PROBLEM TO SOLVE ▸ Below are some entries; can you quote all of them exactly?

INFORMATION PROVIDED ▸
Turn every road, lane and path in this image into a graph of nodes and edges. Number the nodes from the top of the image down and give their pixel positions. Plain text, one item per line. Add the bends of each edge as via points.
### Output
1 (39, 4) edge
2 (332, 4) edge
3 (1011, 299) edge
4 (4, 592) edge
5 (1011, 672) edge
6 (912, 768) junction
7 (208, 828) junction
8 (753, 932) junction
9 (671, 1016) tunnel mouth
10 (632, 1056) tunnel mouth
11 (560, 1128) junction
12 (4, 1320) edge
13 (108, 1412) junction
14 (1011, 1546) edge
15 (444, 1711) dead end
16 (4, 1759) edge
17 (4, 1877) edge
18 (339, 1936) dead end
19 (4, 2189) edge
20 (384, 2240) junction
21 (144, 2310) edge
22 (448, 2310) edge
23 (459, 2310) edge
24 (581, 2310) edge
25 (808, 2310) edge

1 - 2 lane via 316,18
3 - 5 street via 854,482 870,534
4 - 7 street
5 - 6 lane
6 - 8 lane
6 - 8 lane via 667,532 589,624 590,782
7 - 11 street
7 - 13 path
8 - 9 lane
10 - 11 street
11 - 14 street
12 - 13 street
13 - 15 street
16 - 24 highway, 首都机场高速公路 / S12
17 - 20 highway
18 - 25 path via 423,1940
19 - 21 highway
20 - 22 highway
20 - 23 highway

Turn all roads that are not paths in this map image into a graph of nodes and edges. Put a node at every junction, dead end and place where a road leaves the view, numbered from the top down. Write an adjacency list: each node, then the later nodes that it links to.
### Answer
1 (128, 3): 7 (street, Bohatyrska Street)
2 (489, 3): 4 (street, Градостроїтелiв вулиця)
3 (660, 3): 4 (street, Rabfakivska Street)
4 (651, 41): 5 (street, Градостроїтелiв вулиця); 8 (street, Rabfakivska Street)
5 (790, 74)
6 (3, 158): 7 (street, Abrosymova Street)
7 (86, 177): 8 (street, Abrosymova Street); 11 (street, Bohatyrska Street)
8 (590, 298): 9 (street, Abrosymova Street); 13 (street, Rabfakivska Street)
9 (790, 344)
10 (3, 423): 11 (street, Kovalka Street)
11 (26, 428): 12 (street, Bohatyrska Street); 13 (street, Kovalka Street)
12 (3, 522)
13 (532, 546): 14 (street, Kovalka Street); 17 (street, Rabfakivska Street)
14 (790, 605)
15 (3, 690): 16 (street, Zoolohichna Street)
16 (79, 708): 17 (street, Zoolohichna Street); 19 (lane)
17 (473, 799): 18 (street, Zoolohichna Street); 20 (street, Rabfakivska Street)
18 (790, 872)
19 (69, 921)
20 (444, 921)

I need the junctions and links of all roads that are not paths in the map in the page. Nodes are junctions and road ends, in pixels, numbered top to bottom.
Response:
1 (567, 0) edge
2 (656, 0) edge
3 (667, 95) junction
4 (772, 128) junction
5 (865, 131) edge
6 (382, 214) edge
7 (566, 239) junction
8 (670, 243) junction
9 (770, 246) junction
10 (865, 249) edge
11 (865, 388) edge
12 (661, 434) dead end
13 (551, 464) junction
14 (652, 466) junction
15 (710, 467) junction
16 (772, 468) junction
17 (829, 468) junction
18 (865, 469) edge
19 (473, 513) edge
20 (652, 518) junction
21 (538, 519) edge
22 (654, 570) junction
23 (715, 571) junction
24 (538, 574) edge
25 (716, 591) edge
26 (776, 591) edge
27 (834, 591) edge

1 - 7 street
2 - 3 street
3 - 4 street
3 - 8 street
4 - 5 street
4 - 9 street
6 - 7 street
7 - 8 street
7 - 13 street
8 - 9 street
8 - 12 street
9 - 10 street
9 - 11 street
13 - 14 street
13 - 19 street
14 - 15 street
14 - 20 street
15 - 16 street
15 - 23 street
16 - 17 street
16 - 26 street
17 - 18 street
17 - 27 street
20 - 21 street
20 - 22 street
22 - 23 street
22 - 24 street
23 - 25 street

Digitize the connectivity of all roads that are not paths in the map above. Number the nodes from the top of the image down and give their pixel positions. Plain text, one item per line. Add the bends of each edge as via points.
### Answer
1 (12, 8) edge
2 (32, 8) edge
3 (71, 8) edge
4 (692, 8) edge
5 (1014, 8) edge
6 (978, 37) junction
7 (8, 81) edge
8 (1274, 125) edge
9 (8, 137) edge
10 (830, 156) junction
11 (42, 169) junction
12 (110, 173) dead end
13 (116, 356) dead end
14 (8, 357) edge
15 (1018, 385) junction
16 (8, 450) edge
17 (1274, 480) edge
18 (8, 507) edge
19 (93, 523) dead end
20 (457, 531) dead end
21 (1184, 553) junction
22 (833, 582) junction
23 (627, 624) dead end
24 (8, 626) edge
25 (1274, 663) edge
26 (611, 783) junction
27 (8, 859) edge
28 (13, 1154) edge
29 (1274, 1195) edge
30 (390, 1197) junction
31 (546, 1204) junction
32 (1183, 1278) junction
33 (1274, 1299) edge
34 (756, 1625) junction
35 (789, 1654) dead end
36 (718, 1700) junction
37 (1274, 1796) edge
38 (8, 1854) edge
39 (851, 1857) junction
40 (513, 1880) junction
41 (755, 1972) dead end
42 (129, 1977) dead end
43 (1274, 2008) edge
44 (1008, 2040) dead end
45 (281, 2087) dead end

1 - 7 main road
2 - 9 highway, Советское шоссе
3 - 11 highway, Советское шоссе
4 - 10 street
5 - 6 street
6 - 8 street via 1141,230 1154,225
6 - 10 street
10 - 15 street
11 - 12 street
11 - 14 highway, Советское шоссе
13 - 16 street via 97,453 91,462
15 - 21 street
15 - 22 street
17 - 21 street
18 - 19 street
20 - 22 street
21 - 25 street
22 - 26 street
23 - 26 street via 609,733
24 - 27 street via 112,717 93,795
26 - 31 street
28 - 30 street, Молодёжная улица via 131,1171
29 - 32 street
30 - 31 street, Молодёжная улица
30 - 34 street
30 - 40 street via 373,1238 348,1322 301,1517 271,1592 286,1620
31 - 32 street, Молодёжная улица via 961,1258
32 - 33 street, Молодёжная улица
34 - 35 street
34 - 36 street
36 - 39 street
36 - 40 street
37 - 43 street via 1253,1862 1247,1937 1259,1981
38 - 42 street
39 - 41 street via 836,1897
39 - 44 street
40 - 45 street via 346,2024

RESPONSE TO THIS TASK ▸
Turn every road, lane and path in this image into a graph of nodes and edges. Number the nodes from the top of the image down and give their pixel positions. Plain text, one item per line. Add the bends of each edge as via points.
### Output
1 (39, 4) edge
2 (332, 4) edge
3 (1011, 299) edge
4 (4, 592) edge
5 (1011, 672) edge
6 (912, 768) junction
7 (208, 828) junction
8 (753, 932) junction
9 (671, 1016) tunnel mouth
10 (632, 1056) tunnel mouth
11 (560, 1128) junction
12 (4, 1320) edge
13 (108, 1412) junction
14 (1011, 1546) edge
15 (444, 1711) dead end
16 (4, 1759) edge
17 (4, 1877) edge
18 (339, 1936) dead end
19 (4, 2189) edge
20 (384, 2240) junction
21 (144, 2310) edge
22 (448, 2310) edge
23 (459, 2310) edge
24 (581, 2310) edge
25 (808, 2310) edge

1 - 2 lane via 316,18
3 - 5 street via 854,482 870,534
4 - 7 street
5 - 6 lane
6 - 8 lane
6 - 8 lane via 667,532 589,624 590,782
7 - 11 street
7 - 13 path
8 - 9 lane
10 - 11 street
11 - 14 street
12 - 13 street
13 - 15 street
16 - 24 highway, 首都机场高速公路 / S12
17 - 20 highway
18 - 25 path via 423,1940
19 - 21 highway
20 - 22 highway
20 - 23 highway

Turn all roads that are not paths in this map image into a graph of nodes and edges. Put a node at every junction, dead end and place where a road leaves the view, numbered from the top down. Write an adjacency list: each node, then the later nodes that it links to.
### Answer
1 (128, 3): 7 (street, Bohatyrska Street)
2 (489, 3): 4 (street, Градостроїтелiв вулиця)
3 (660, 3): 4 (street, Rabfakivska Street)
4 (651, 41): 5 (street, Градостроїтелiв вулиця); 8 (street, Rabfakivska Street)
5 (790, 74)
6 (3, 158): 7 (street, Abrosymova Street)
7 (86, 177): 8 (street, Abrosymova Street); 11 (street, Bohatyrska Street)
8 (590, 298): 9 (street, Abrosymova Street); 13 (street, Rabfakivska Street)
9 (790, 344)
10 (3, 423): 11 (street, Kovalka Street)
11 (26, 428): 12 (street, Bohatyrska Street); 13 (street, Kovalka Street)
12 (3, 522)
13 (532, 546): 14 (street, Kovalka Street); 17 (street, Rabfakivska Street)
14 (790, 605)
15 (3, 690): 16 (street, Zoolohichna Street)
16 (79, 708): 17 (street, Zoolohichna Street); 19 (lane)
17 (473, 799): 18 (street, Zoolohichna Street); 20 (street, Rabfakivska Street)
18 (790, 872)
19 (69, 921)
20 (444, 921)

I need the junctions and links of all roads that are not paths in the map in the page. Nodes are junctions and road ends, in pixels, numbered top to bottom.
Response:
1 (567, 0) edge
2 (656, 0) edge
3 (667, 95) junction
4 (772, 128) junction
5 (865, 131) edge
6 (382, 214) edge
7 (566, 239) junction
8 (670, 243) junction
9 (770, 246) junction
10 (865, 249) edge
11 (865, 388) edge
12 (661, 434) dead end
13 (551, 464) junction
14 (652, 466) junction
15 (710, 467) junction
16 (772, 468) junction
17 (829, 468) junction
18 (865, 469) edge
19 (473, 513) edge
20 (652, 518) junction
21 (538, 519) edge
22 (654, 570) junction
23 (715, 571) junction
24 (538, 574) edge
25 (716, 591) edge
26 (776, 591) edge
27 (834, 591) edge

1 - 7 street
2 - 3 street
3 - 4 street
3 - 8 street
4 - 5 street
4 - 9 street
6 - 7 street
7 - 8 street
7 - 13 street
8 - 9 street
8 - 12 street
9 - 10 street
9 - 11 street
13 - 14 street
13 - 19 street
14 - 15 street
14 - 20 street
15 - 16 street
15 - 23 street
16 - 17 street
16 - 26 street
17 - 18 street
17 - 27 street
20 - 21 street
20 - 22 street
22 - 23 street
22 - 24 street
23 - 25 street

Digitize the connectivity of all roads that are not paths in the map above. Number the nodes from the top of the image down and give their pixel positions. Plain text, one item per line. Add the bends of each edge as via points.
### Answer
1 (12, 8) edge
2 (32, 8) edge
3 (71, 8) edge
4 (692, 8) edge
5 (1014, 8) edge
6 (978, 37) junction
7 (8, 81) edge
8 (1274, 125) edge
9 (8, 137) edge
10 (830, 156) junction
11 (42, 169) junction
12 (110, 173) dead end
13 (116, 356) dead end
14 (8, 357) edge
15 (1018, 385) junction
16 (8, 450) edge
17 (1274, 480) edge
18 (8, 507) edge
19 (93, 523) dead end
20 (457, 531) dead end
21 (1184, 553) junction
22 (833, 582) junction
23 (627, 624) dead end
24 (8, 626) edge
25 (1274, 663) edge
26 (611, 783) junction
27 (8, 859) edge
28 (13, 1154) edge
29 (1274, 1195) edge
30 (390, 1197) junction
31 (546, 1204) junction
32 (1183, 1278) junction
33 (1274, 1299) edge
34 (756, 1625) junction
35 (789, 1654) dead end
36 (718, 1700) junction
37 (1274, 1796) edge
38 (8, 1854) edge
39 (851, 1857) junction
40 (513, 1880) junction
41 (755, 1972) dead end
42 (129, 1977) dead end
43 (1274, 2008) edge
44 (1008, 2040) dead end
45 (281, 2087) dead end

1 - 7 main road
2 - 9 highway, Советское шоссе
3 - 11 highway, Советское шоссе
4 - 10 street
5 - 6 street
6 - 8 street via 1141,230 1154,225
6 - 10 street
10 - 15 street
11 - 12 street
11 - 14 highway, Советское шоссе
13 - 16 street via 97,453 91,462
15 - 21 street
15 - 22 street
17 - 21 street
18 - 19 street
20 - 22 street
21 - 25 street
22 - 26 street
23 - 26 street via 609,733
24 - 27 street via 112,717 93,795
26 - 31 street
28 - 30 street, Молодёжная улица via 131,1171
29 - 32 street
30 - 31 street, Молодёжная улица
30 - 34 street
30 - 40 street via 373,1238 348,1322 301,1517 271,1592 286,1620
31 - 32 street, Молодёжная улица via 961,1258
32 - 33 street, Молодёжная улица
34 - 35 street
34 - 36 street
36 - 39 street
36 - 40 street
37 - 43 street via 1253,1862 1247,1937 1259,1981
38 - 42 street
39 - 41 street via 836,1897
39 - 44 street
40 - 45 street via 346,2024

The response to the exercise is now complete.